No burburinho da festa o tempo passa depressa. O Sol declina no horizonte e o leiloeiro já meio rouco, instiga as contendas. É comum o “fazendeirão” arrematar a própria bezerra que doou, pelo simples prazer de quebrar o topete de algum visitante da cidade.
O dia ainda esta claro, mas as prendas do leilão já acabaram. Também no barzinho improvisado já não há mais o que beber. Quem agora, do alto da escada, mira a estradinha vê de novo o canudo de pó, só que com os carros viajando em sentido contrário.
De repente alguém grita: - Briga! Estão brigando! - Todos correm para ver o que se passa. Geralmente algum “pé-de-cana” andou arrastando asas para mulher comprometida, o parceiro percebeu e estava aplicando-lhe um corretivo. A turma do “deixa - disso” entra em ação, mas não antes de o “bebum” tomar uns tapas, para aprender a se comportar.

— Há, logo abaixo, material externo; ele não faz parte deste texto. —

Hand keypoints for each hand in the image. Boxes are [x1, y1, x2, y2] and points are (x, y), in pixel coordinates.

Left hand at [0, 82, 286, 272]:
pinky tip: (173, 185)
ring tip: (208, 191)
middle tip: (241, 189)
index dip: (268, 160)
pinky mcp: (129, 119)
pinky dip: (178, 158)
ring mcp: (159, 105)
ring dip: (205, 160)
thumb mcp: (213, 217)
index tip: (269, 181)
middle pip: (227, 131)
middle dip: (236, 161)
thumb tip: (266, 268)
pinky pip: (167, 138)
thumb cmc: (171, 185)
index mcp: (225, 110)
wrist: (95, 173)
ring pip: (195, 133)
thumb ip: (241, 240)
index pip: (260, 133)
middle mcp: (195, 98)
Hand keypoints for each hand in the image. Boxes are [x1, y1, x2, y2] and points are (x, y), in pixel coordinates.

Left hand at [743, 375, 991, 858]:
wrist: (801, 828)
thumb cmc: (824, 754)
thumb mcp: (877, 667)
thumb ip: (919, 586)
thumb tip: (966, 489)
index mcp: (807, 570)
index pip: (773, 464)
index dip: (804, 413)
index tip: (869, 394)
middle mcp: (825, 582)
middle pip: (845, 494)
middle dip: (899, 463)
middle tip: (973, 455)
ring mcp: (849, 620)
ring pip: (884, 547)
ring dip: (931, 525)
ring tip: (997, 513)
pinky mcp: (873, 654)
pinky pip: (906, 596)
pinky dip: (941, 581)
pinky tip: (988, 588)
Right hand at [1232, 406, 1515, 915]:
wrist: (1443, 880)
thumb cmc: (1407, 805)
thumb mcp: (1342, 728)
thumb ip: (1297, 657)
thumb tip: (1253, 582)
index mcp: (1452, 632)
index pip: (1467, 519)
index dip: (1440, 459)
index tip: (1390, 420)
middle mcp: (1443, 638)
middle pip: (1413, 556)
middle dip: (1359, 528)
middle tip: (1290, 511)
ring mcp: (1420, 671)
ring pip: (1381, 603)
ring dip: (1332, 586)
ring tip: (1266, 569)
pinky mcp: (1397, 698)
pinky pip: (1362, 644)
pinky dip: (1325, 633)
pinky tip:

O fim da briga é, também, o fim da festa. As primeiras sombras da noite expulsam os últimos retardatários. Logo a juriti, que passou o dia fora do ninho, pousa na copada de uma árvore próxima e põe-se a cantar sua triste e melodiosa canção.
Um cachorro magricela, qual alma penada, revira a borralha do que foi a churrasqueira, em busca de um esquecido pedaço de carne. O negrume envolve tudo com seu manto de escuridão. A coruja pia, anunciando que reassumiu seu posto e a igrejinha dorme, de novo, seu longo e solitário sono só perturbado pelo ruído de um ou outro carro que passa sem parar, ou pelo mugir do gado das esparsas boiadas que ainda transitam no estradão: Festa agora, só no ano que vem.